> **DIRECTIONS FOR THIS TASK**: Using the string "Шубіна" as the key, pull each matching line out of the records below.

[Stored records]
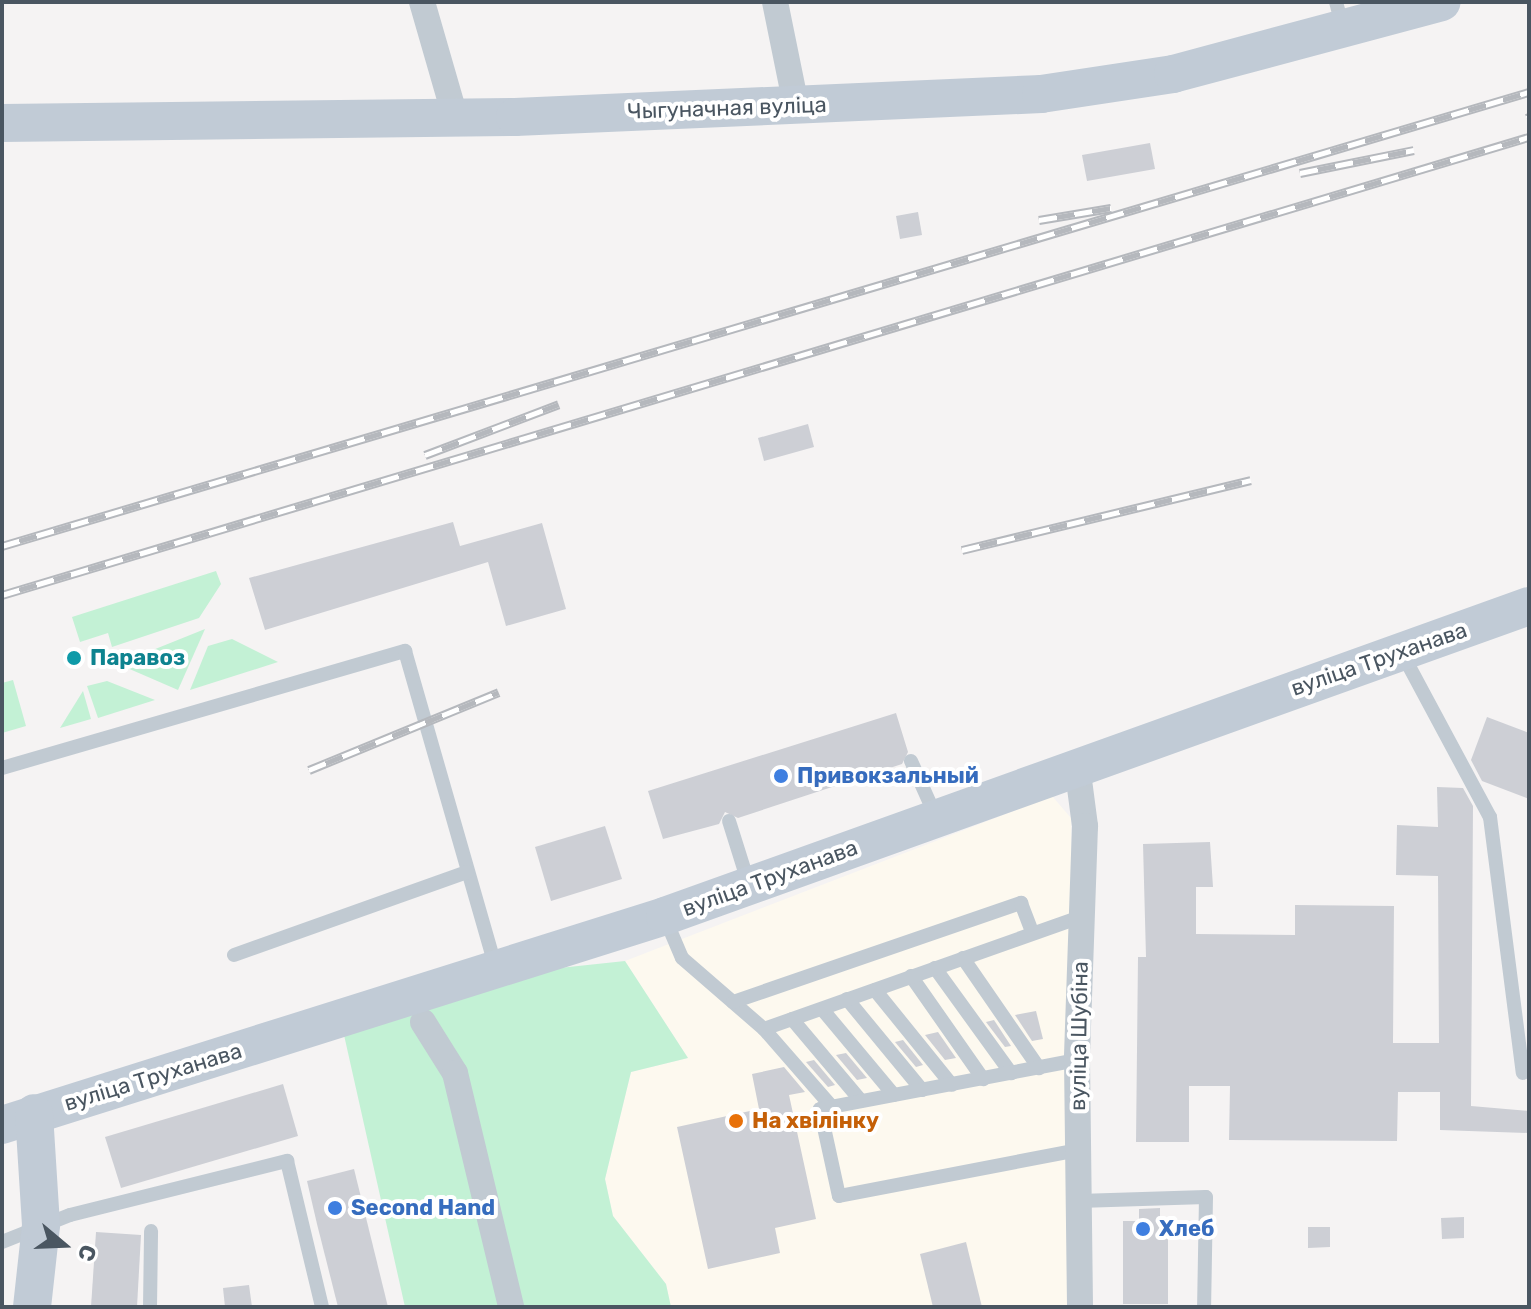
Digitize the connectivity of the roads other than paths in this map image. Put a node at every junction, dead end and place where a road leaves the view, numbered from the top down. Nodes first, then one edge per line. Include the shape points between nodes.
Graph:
1 (422, 2) edge
2 (775, 2) edge
3 (1442, 2) edge
4 (1340, 18) edge
5 (796, 105) junction
6 (455, 116) junction
7 (2, 123) edge
8 (1529, 606) edge
9 (1401, 651) junction
10 (911, 761) dead end
11 (1077, 765) junction
12 (2, 768) edge
13 (936, 818) junction
14 (729, 821) dead end
15 (467, 872) junction
16 (749, 885) junction
17 (665, 916) junction
18 (1081, 917) junction
19 (1032, 932) junction
20 (234, 955) dead end
21 (963, 958) junction
22 (935, 968) junction
23 (496, 969) junction
24 (911, 976) junction
25 (875, 990) junction
26 (847, 999) junction
27 (733, 1002) junction
28 (822, 1009) junction
29 (792, 1019) junction
30 (423, 1022) dead end
31 (764, 1029) junction
32 (1077, 1060) junction
33 (1039, 1068) junction
34 (1011, 1073) junction
35 (1523, 1073) dead end
36 (983, 1079) junction
37 (952, 1085) junction
38 (922, 1090) junction
39 (894, 1095) junction
40 (861, 1101) junction
41 (832, 1107) junction
42 (18, 1119) edge
43 (1078, 1150) junction
44 (1079, 1201) junction
45 (41, 1225) junction
46 (151, 1231) dead end
47 (2, 1242) edge
48 (32, 1307) edge
49 (150, 1307) edge
50 (322, 1307) edge
51 (511, 1307) edge
52 (1080, 1307) edge
53 (1204, 1307) edge

1 - 6 street
2 - 5 street
3 - 4 street, Чыгуначная вуліца
4 - 5 street, Чыгуначная вуліца via 1173,74 1041,94
5 - 6 street, Чыгуначная вуліца
6 - 7 street, Чыгуначная вуліца
8 - 9 street, вуліца Труханава
9 - 11 street, вуліца Труханава
9 - 35 lane via 1490,817
10 - 13 lane
11 - 13 street, вуліца Труханава
11 - 18 street, вуліца Шубіна via 1085,826
12 - 15 lane via 405,651
13 - 16 street, вуліца Труханава
14 - 16 lane
15 - 20 lane
15 - 23 lane
16 - 17 street, вуліца Труханава
17 - 23 street, вуліца Труханава
17 - 27 lane via 682,958
18 - 19 lane
18 - 32 street, вуліца Шубіна
19 - 21 lane
19 - 27 lane via 1021,903
21 - 22 lane
21 - 33 lane
22 - 24 lane
22 - 34 lane
23 - 42 street, вуліца Труханава
24 - 25 lane
24 - 36 lane
25 - 26 lane
25 - 37 lane
26 - 28 lane
26 - 38 lane
27 - 31 lane
28 - 29 lane
28 - 39 lane
29 - 31 lane
29 - 40 lane
30 - 51 street via 455,1073
31 - 41 lane
32 - 33 lane
32 - 43 street, вуліца Шубіна
33 - 34 lane
34 - 36 lane
36 - 37 lane
37 - 38 lane
38 - 39 lane
39 - 40 lane
40 - 41 lane
41 - 43 lane via 820,1109 839,1196
42 - 45 street
43 - 44 street, вуліца Шубіна
44 - 52 street, вуліца Шубіна
44 - 53 lane via 1206,1197
45 - 47 lane
45 - 48 street
45 - 50 lane via 287,1161
46 - 49 lane

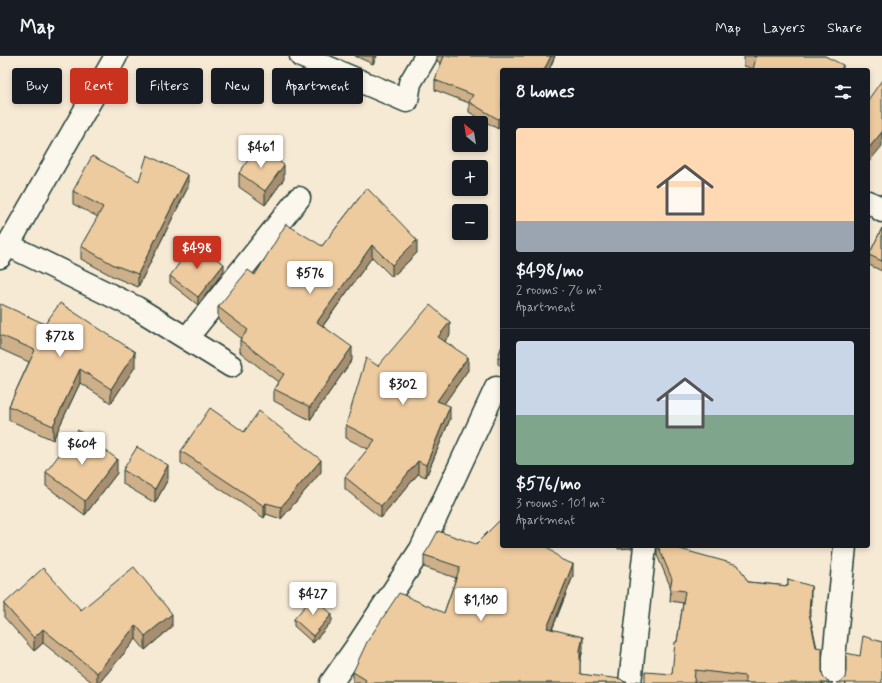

> **SOLUTION BELOW**:
11 - 18 street, вуліца Шубіна via 1085,826
18 - 32 street, вуліца Шубіна
32 - 43 street, вуліца Шубіна
43 - 44 street, вуліца Шубіна
44 - 52 street, вуліца Шубіна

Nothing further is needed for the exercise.